よく出てくる単語ながら、そもそもの主体や目的が異なる「法定健診」と「特定健診」。カバーする項目も異なることを押さえておきましょう。

まとめ

法定健診とは、「労働安全衛生法」により定められた健康診断を指します。事業者には、すべての労働者に対し「雇い入れ時」および「年に1回」の「定期健康診断」を実施することが義務づけられています。病気の発見を目的としたもの。

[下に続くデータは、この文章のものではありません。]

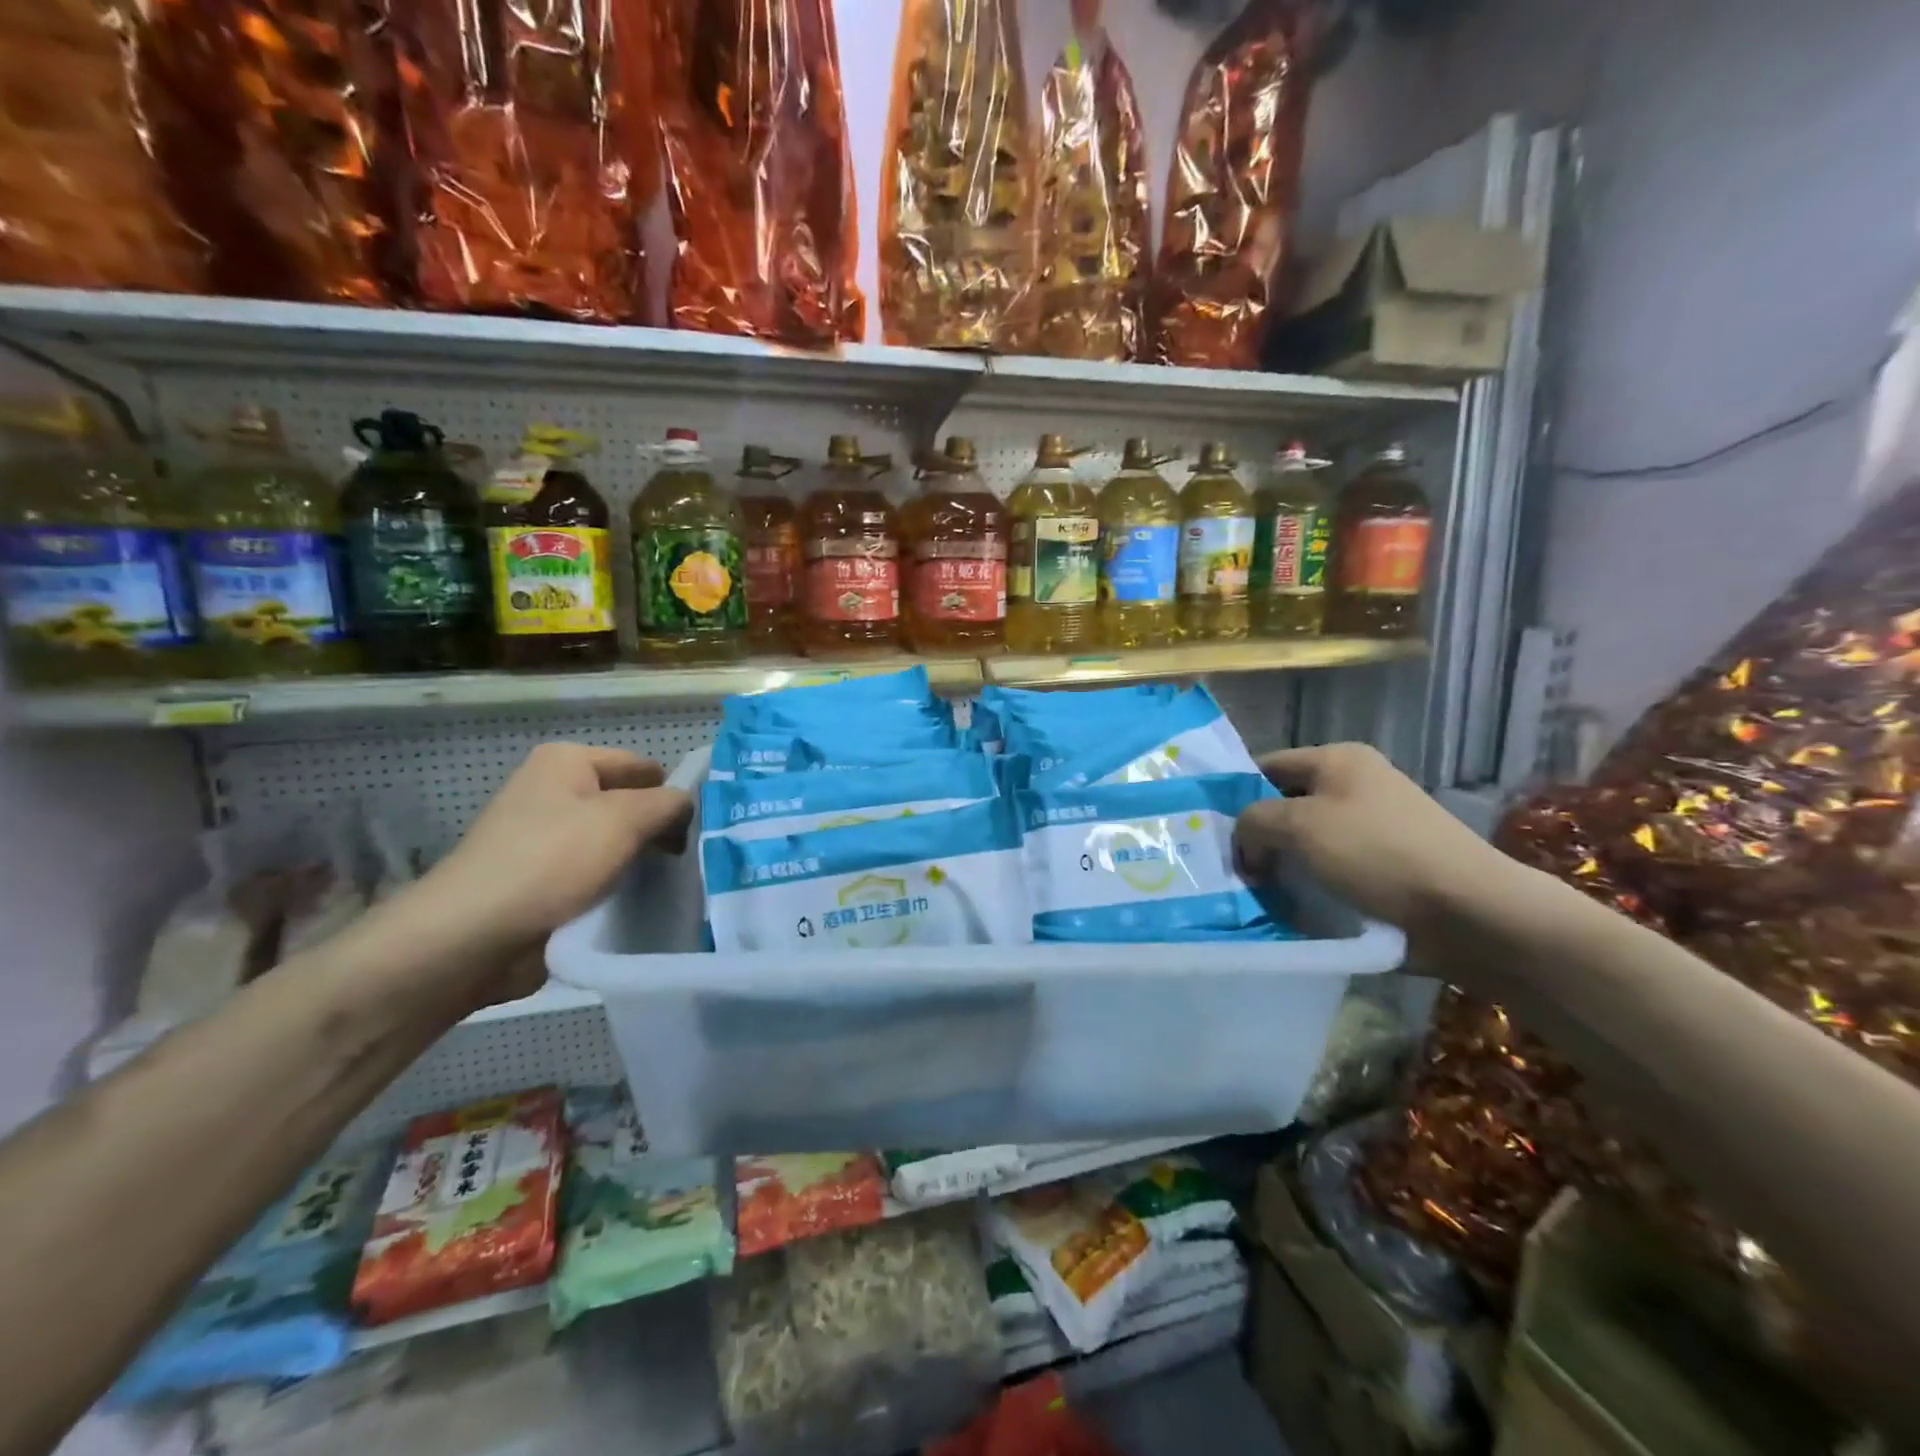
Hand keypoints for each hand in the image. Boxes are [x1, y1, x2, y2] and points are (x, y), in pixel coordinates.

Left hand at [383, 744, 692, 1006]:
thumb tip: (687, 807)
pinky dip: (617, 887)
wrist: (472, 938)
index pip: (644, 767)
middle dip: (660, 831)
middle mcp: (555, 792)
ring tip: (675, 884)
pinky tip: (642, 904)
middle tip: (694, 860)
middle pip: (630, 805)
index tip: (704, 830)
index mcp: (567, 762)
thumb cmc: (550, 861)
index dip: (674, 794)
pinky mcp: (543, 881)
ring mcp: (546, 839)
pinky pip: (596, 876)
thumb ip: (668, 804)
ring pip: (616, 844)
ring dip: (640, 863)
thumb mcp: (624, 819)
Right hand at [1233, 743, 1513, 939]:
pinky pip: (1330, 869)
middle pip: (1285, 805)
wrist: (1468, 911)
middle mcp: (1356, 784)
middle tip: (1230, 868)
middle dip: (1257, 836)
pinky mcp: (1385, 866)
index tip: (1211, 833)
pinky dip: (1310, 885)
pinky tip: (1290, 907)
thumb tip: (1246, 843)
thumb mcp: (1298, 825)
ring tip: (1255, 893)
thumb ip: (1252, 821)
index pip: (1266, 767)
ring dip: (1282, 866)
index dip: (1235, 796)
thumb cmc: (1376, 853)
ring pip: (1306, 842)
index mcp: (1338, 759)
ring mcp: (1374, 826)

「特定健康診査」は「メタボ健診」とも呼ばれ、糖尿病や脂質異常症といった生活習慣病のリスクに早めに気づくことで、重症化を防ぐことを主たる目的としています。「40歳~74歳の医療保険加入者」を対象にした健康診断で、2008年よりスタートしました。保健指導(特定保健指導)を必要とする人を抽出するもの。